> GOAL OF THE EXERCISE: Transcribe the entries below with complete accuracy, excluding the pictures.
(DATA SUPPLIED begins)
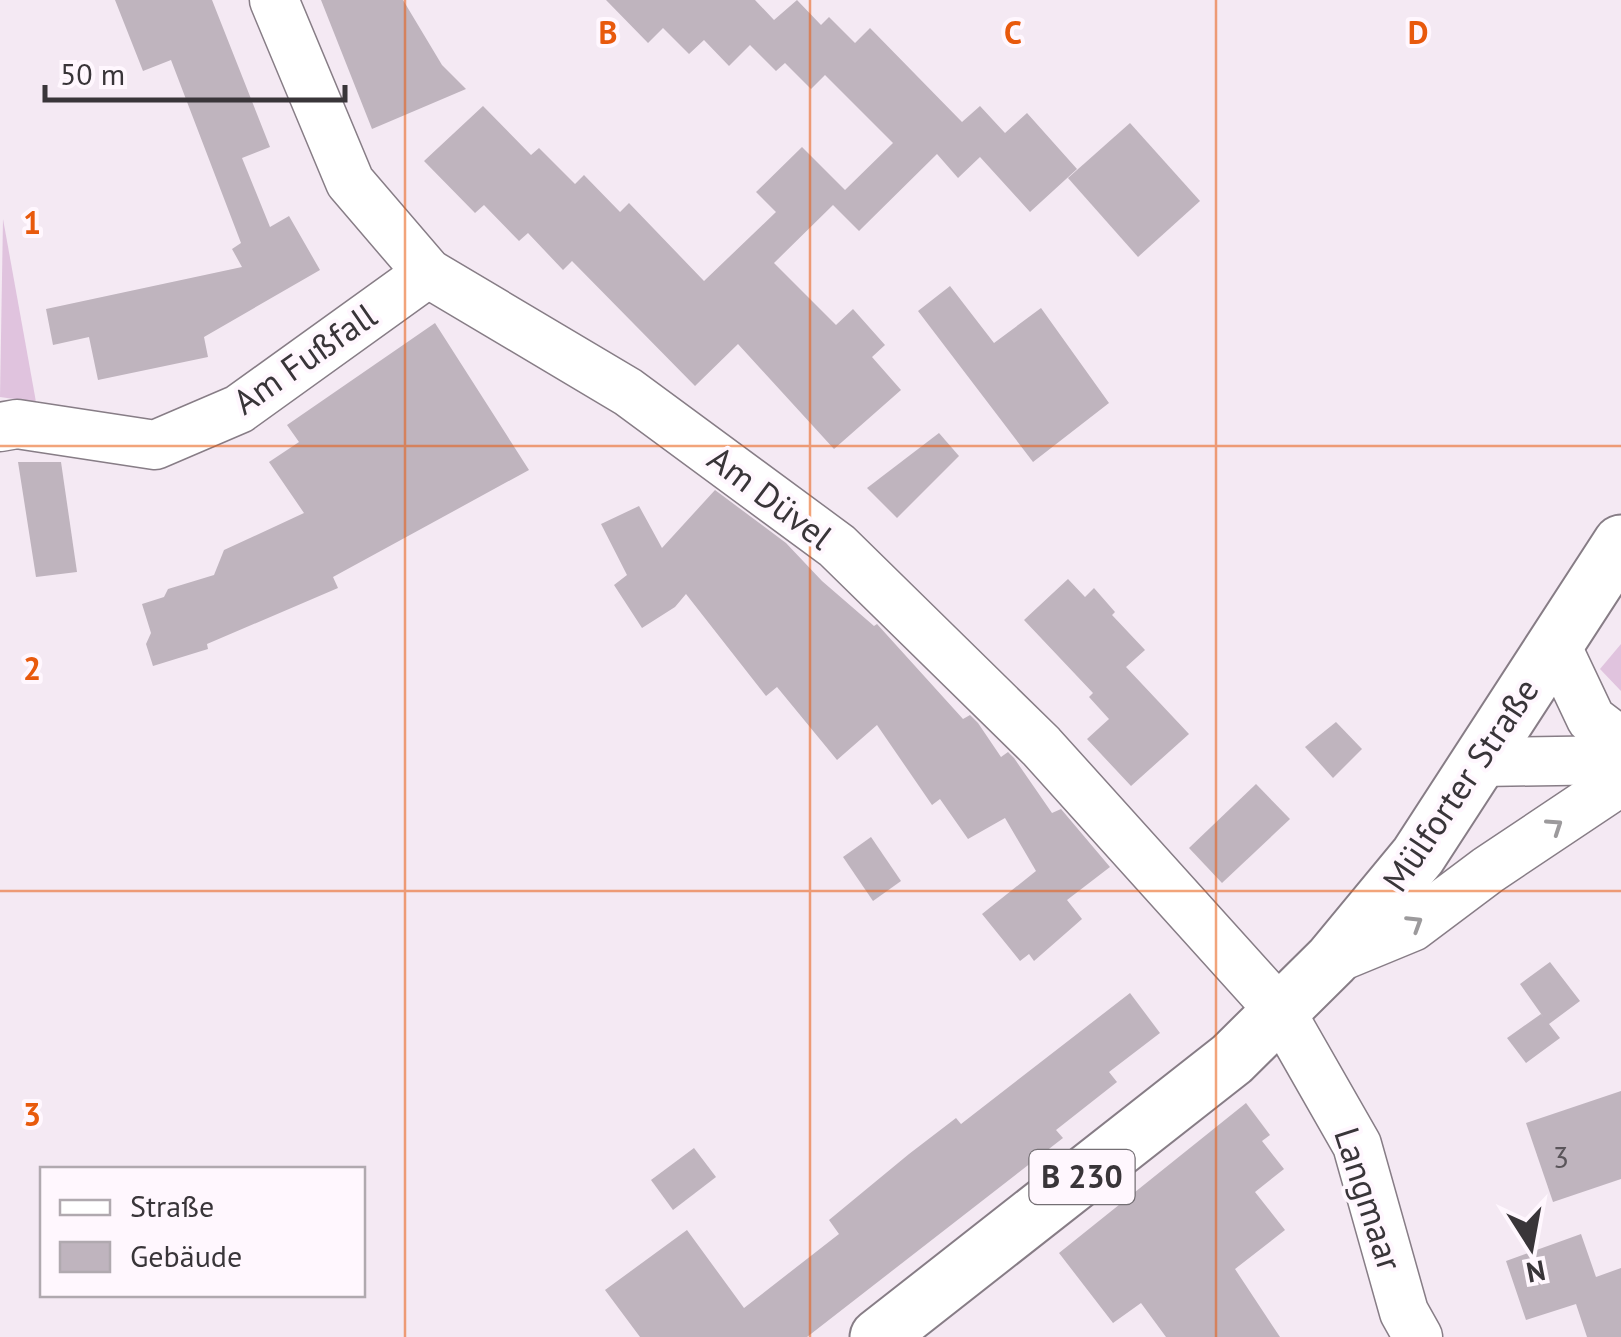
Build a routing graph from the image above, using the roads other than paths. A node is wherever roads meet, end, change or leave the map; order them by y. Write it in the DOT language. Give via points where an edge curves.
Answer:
graph roads {
  1 [pos="274,0"];
  2 [pos="428,273"];
  3 [pos="0,428"];
  4 [pos="1621,543"];
  5 [pos="1556,645"];
  6 [pos="1621,742"];
  7 [pos="1621,760"];
  8 [pos="1482,762"];
  9 [pos="1621,781"];
  10 [pos="1332,960"];
  11 [pos="1282,1012"];
  12 [pos="878,1337"];
  13 [pos="1418,1337"];
  1 -- 2 [label="street, Am Düvel" via="350,182"];
  2 -- 3 [label="street, Am Fußfall" via="239,409 155,445 17,424"];
  2 -- 11 [label="street, Am Düvel" via="628,392 837,546 1041,746"];
  4 -- 5 [label="main road, Mülforter Straße / B 230"];
  5 -- 6 [label="street" via="1591,718"];
  5 -- 8 [label="main road, Mülforter Straße / B 230"];
  7 -- 8 [label="street"];
  8 -- 10 [label="main road, Mülforter Straße / B 230" via="1418,856"];
  10 -- 9 [label="street, one-way" via="1412,927"];
  10 -- 11 [label="main road, Mülforter Straße / B 230"];
  11 -- 12 [label="main road, B 230" via="1232,1059"];
  11 -- 13 [label="street, Langmaar" via="1357,1145 1404,1312"];
}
(DATA SUPPLIED ends)
> SOLUTION:
Build a routing graph from the image above, using the roads other than paths. A node is wherever roads meet, end, change or leave the map; order them by y. Write it in the DOT language. Give via points where an edge curves.
Answer:
graph roads {
  1 [pos="274,0"];
  2 [pos="428,273"];
  3 [pos="0,428"];
  4 [pos="1621,543"];
  5 [pos="1556,645"];
  6 [pos="1621,742"];
  7 [pos="1621,760"];
  8 [pos="1482,762"];
  9 [pos="1621,781"];
  10 [pos="1332,960"];
  11 [pos="1282,1012"];
  12 [pos="878,1337"];
  13 [pos="1418,1337"];
  1 -- 2 [label="street, Am Düvel" via="350,182"];
  2 -- 3 [label="street, Am Fußfall" via="239,409 155,445 17,424"];
  2 -- 11 [label="street, Am Düvel" via="628,392 837,546 1041,746"];
  4 -- 5 [label="main road, Mülforter Straße / B 230"];
  5 -- 6 [label="street" via="1591,718"];
  5 -- 8 [label="main road, Mülforter Straße / B 230"];
  7 -- 8 [label="street"];
  8 -- 10 [label="main road, Mülforter Straße / B 230" via="1418,856"];
  10 -- 9 [label="street, one-way" via="1412,927"];
  10 -- 11 [label="main road, Mülforter Straße / B 230"];
  11 -- 12 [label="main road, B 230" via="1232,1059"];
  11 -- 13 [label="street, Langmaar" via="1357,1145 1404,1312"];
}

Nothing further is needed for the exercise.